Look for "from" in each line of the entries, and return the matching lines.

- INPUT DATA:
•••

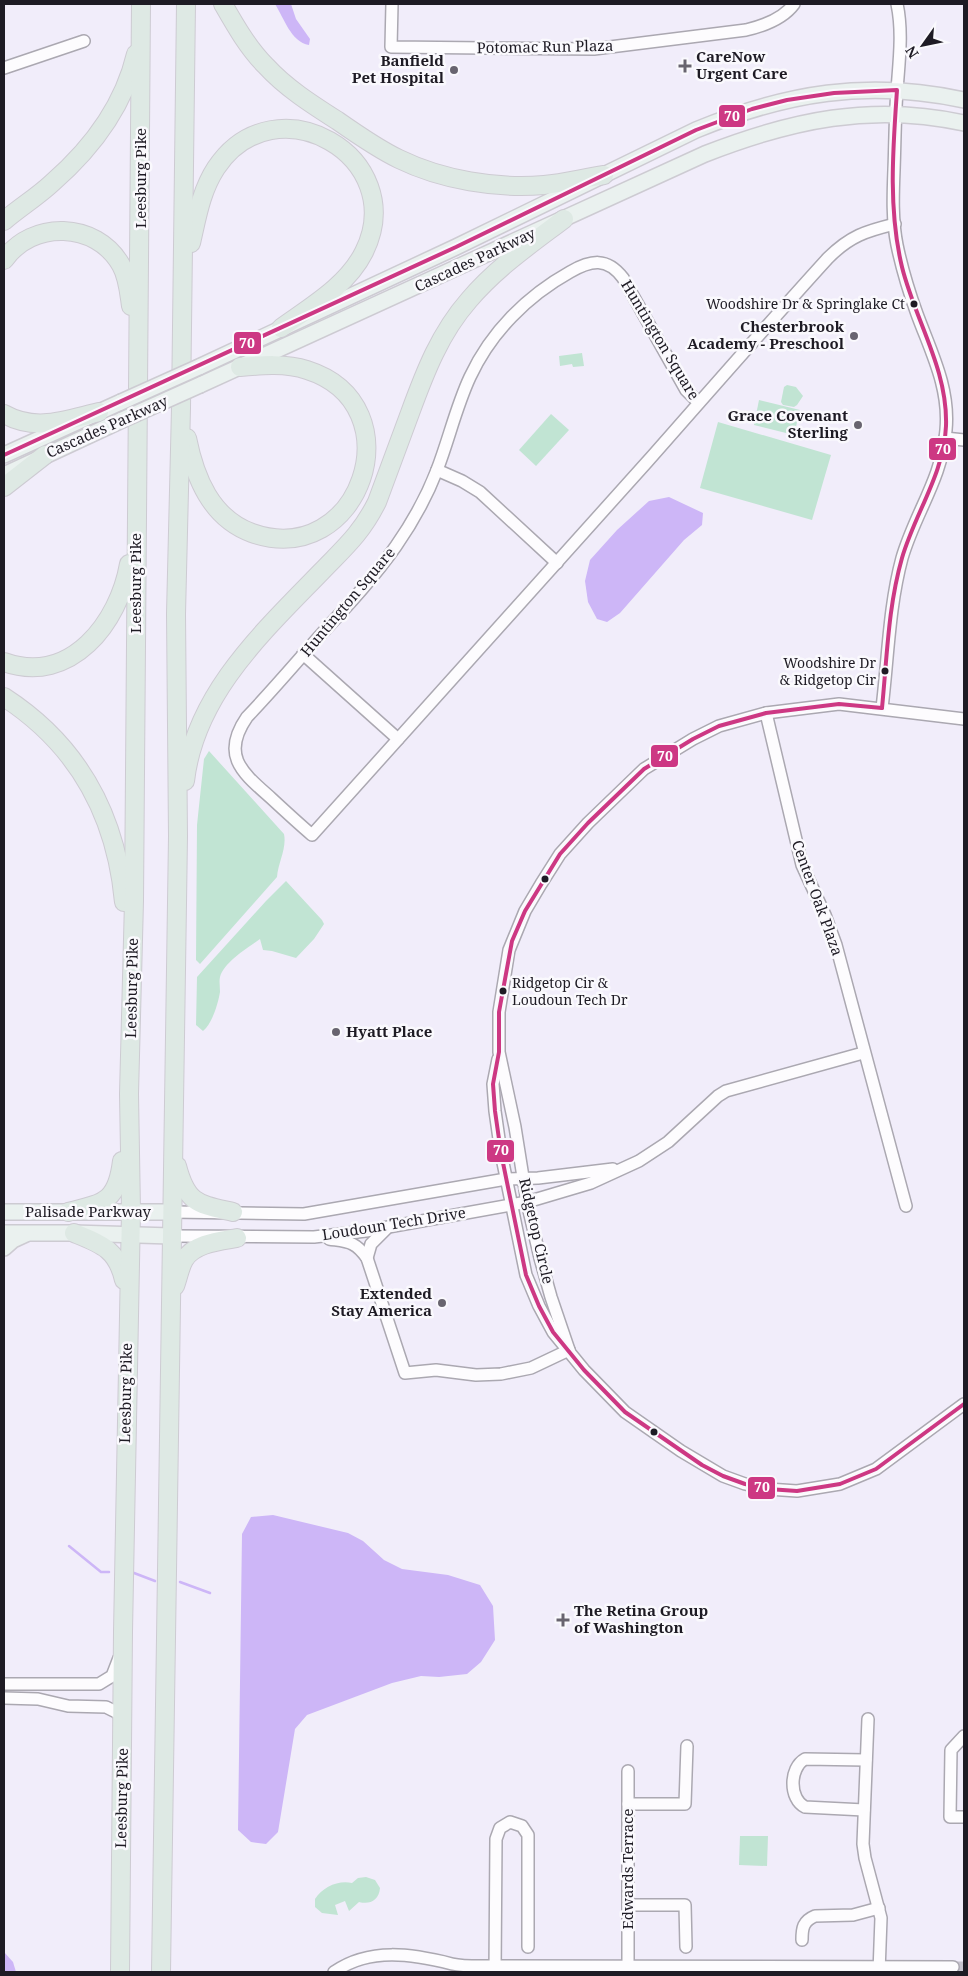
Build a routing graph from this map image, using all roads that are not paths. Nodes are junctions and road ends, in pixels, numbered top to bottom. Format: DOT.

•••

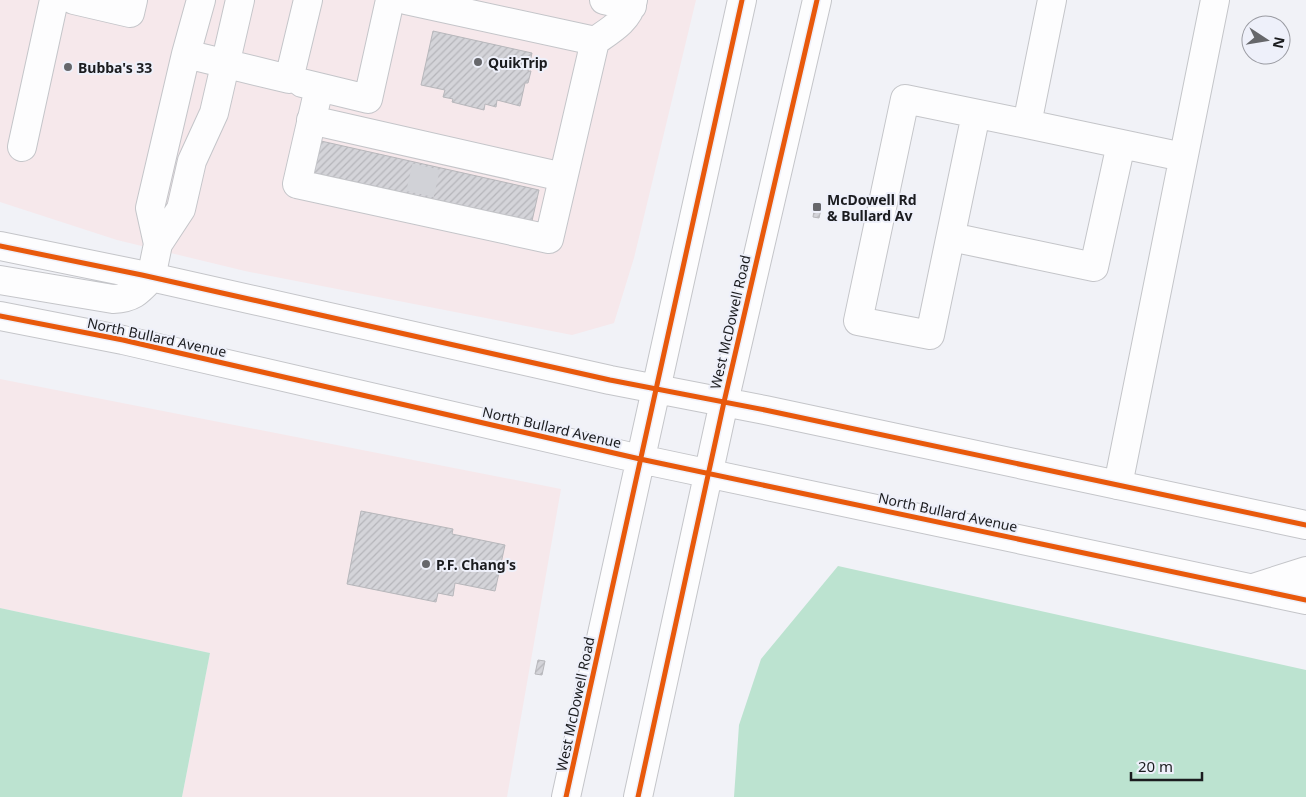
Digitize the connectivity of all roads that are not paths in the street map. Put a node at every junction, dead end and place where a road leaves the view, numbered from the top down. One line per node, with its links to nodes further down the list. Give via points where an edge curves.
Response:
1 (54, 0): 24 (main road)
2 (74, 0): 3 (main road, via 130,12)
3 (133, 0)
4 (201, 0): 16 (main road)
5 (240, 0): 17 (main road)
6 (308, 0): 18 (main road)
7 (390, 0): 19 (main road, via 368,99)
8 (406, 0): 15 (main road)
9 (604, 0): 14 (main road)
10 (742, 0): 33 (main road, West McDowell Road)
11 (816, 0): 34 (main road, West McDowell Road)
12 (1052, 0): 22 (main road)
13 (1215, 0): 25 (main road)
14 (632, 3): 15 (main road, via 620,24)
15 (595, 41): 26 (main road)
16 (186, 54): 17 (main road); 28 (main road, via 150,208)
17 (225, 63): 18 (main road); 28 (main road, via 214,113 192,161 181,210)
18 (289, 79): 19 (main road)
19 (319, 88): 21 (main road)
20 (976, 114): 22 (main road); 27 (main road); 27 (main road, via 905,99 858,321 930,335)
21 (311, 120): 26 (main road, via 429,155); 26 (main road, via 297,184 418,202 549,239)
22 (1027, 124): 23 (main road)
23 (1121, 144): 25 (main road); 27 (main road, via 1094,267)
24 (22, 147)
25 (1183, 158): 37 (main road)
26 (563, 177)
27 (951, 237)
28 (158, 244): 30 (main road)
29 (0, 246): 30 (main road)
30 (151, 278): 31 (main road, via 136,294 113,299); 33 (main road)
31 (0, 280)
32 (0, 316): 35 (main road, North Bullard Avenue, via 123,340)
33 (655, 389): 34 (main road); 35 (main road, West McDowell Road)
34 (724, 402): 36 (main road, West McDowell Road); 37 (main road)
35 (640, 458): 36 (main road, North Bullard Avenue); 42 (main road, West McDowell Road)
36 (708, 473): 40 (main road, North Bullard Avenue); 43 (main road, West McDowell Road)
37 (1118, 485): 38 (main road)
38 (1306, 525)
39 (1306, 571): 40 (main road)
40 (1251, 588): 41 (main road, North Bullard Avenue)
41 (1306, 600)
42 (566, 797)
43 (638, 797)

•••

- YOUR SOLUTION:
Build a routing graph from this map image, using all roads that are not paths. Nodes are junctions and road ends, in pixels, numbered top to bottom. Format: DOT.
Digitize the connectivity of all roads that are not paths in the street map. Put a node at every junction, dead end and place where a road leaves the view, numbered from the top down. One line per node, with its links to nodes further down the list. Give via points where an edge curves.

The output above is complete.